RECORDS FOR PROCESSING section start

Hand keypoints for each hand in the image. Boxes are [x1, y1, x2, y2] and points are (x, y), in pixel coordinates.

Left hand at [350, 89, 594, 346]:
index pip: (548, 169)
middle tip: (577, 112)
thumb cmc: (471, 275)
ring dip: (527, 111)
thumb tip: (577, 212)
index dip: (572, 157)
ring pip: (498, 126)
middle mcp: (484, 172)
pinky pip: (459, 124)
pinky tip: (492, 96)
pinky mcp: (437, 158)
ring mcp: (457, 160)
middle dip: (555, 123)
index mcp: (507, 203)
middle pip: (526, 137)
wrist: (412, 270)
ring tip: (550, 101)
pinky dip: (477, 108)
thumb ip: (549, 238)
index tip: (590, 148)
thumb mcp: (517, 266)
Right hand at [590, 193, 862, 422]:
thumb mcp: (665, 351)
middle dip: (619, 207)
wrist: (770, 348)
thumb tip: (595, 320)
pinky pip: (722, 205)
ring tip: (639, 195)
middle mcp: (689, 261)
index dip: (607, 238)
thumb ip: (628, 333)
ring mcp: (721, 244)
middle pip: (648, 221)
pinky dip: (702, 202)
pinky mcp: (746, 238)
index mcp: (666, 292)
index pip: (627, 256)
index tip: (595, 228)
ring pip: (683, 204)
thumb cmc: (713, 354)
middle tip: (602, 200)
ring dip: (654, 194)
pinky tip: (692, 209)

RECORDS FOR PROCESSING section end

**EXERCISE**
Your answer should hold the line with "middle mcp: (689, 261)" and each line after it to the end of the data, retyped exactly. Include no other lines.

**OUTPUT FOR THIS TASK**
middle mcp: (689, 261)
index dip: (607, 238)
thumb ip: (628, 333)
ring mcp: (721, 244)
middle pip: (648, 221)
pinky dip: (702, 202)
pinky mcp: (746, 238)
index mcp: (666, 292)
index pip: (627, 256)
index tip: (595, 228)
ring pip: (683, 204)
thumb cmc: (713, 354)
middle tip: (602, 200)
ring dip: (654, 194)
pinky tip: (692, 209)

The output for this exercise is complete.